Posted on 03/17/2012 8:57:01 AM PDT by Sub-Driver

Saddled with college debt By Melissa M. Horton, Published: March 16

“You can go to any college you want.”

“You won’t have to pay for college.”

“You’ll have lots of scholarships and financial aid.”

These are just a few of the things my parents said throughout my childhood. I am a second-generation U.S.-born Latina. Growing up in the suburbs of Fort Worth, I was a straight-A student in Advanced Placement classes, with many civic activities on my resume.

At 17, I never could have dreamed that my parents’ promises were lies.

A decade-plus later, I, like many millennials, have more than $100,000 in student loan debt, most of which can be directly attributed to my parents’ unfortunate placement smack in the middle of the middle class and the fact that our family was uneducated about financing higher education.

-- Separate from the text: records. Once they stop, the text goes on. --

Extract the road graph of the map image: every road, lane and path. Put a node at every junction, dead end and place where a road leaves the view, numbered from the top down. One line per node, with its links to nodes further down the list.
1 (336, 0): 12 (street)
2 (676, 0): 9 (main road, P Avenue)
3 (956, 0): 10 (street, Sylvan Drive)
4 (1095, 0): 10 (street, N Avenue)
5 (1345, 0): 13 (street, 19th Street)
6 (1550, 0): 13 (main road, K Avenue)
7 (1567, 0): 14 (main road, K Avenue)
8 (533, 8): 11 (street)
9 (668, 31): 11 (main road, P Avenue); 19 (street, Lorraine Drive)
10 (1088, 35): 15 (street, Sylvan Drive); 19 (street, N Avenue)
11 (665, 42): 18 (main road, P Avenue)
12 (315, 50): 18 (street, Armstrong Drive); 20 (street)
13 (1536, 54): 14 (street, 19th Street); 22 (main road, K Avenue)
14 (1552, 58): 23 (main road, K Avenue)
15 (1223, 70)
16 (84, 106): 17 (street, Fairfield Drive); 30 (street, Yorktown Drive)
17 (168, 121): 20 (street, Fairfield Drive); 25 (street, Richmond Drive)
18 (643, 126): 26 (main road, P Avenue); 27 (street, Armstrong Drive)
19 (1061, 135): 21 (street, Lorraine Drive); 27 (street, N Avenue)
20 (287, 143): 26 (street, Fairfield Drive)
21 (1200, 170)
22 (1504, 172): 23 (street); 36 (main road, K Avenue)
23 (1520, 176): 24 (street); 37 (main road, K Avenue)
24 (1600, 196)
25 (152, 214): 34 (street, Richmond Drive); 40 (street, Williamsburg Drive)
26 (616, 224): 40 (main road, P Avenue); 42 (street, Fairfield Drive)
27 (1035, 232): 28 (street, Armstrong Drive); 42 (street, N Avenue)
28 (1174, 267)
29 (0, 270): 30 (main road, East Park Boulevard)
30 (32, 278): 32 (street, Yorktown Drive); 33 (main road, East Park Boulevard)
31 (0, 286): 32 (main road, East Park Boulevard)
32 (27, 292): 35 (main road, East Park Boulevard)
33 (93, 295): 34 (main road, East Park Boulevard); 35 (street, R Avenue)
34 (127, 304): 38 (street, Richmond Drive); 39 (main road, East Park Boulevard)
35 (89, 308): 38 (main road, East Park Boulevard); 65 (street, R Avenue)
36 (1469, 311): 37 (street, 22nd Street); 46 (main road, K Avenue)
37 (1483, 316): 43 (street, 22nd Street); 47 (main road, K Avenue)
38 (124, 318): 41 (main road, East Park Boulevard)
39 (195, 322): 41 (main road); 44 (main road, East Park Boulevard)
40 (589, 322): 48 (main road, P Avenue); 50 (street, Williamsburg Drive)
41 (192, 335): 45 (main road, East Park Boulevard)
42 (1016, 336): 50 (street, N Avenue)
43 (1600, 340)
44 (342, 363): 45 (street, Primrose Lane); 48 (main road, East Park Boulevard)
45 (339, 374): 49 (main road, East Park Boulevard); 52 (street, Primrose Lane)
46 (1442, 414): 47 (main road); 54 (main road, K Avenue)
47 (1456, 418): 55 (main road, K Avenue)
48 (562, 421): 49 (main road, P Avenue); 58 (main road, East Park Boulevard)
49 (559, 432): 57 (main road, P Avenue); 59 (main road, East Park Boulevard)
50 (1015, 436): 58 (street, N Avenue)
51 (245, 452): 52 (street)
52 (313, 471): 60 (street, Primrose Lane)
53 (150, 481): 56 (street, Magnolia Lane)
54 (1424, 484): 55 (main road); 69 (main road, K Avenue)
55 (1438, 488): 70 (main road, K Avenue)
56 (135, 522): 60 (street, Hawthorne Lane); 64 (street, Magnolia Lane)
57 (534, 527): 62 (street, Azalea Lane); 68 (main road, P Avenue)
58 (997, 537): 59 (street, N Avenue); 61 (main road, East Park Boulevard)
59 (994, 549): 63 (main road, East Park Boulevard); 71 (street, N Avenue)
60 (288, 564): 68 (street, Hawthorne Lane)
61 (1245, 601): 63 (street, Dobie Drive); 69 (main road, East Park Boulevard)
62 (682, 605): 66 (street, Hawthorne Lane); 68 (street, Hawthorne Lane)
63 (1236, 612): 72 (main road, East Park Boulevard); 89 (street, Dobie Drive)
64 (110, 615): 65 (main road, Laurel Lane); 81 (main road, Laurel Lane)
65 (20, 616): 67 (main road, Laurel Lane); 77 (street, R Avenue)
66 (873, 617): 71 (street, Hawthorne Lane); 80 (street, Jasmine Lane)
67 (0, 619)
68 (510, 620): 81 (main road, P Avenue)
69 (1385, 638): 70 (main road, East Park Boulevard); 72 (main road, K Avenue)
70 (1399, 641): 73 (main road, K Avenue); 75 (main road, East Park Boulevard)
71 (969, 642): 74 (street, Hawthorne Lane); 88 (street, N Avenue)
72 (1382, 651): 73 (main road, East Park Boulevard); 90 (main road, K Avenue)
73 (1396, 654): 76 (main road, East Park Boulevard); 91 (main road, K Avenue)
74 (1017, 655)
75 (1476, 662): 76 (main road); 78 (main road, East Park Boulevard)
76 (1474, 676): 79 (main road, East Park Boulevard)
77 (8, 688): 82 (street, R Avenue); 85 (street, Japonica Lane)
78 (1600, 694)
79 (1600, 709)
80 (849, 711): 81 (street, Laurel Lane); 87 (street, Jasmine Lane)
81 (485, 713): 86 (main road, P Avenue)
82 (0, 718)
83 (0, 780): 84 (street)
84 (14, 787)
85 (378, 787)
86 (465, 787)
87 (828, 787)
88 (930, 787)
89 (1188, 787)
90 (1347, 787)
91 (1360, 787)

My parents — a nurse and a police officer — were the first in their families to attend college, though Dad dropped out and joined the Marine Corps during Vietnam. Both baby boomers who attended state universities, they were ill-prepared for their two public-school-educated daughters to attend private universities that left us drowning in debt.

(Excerpt) Read more at washingtonpost.com ...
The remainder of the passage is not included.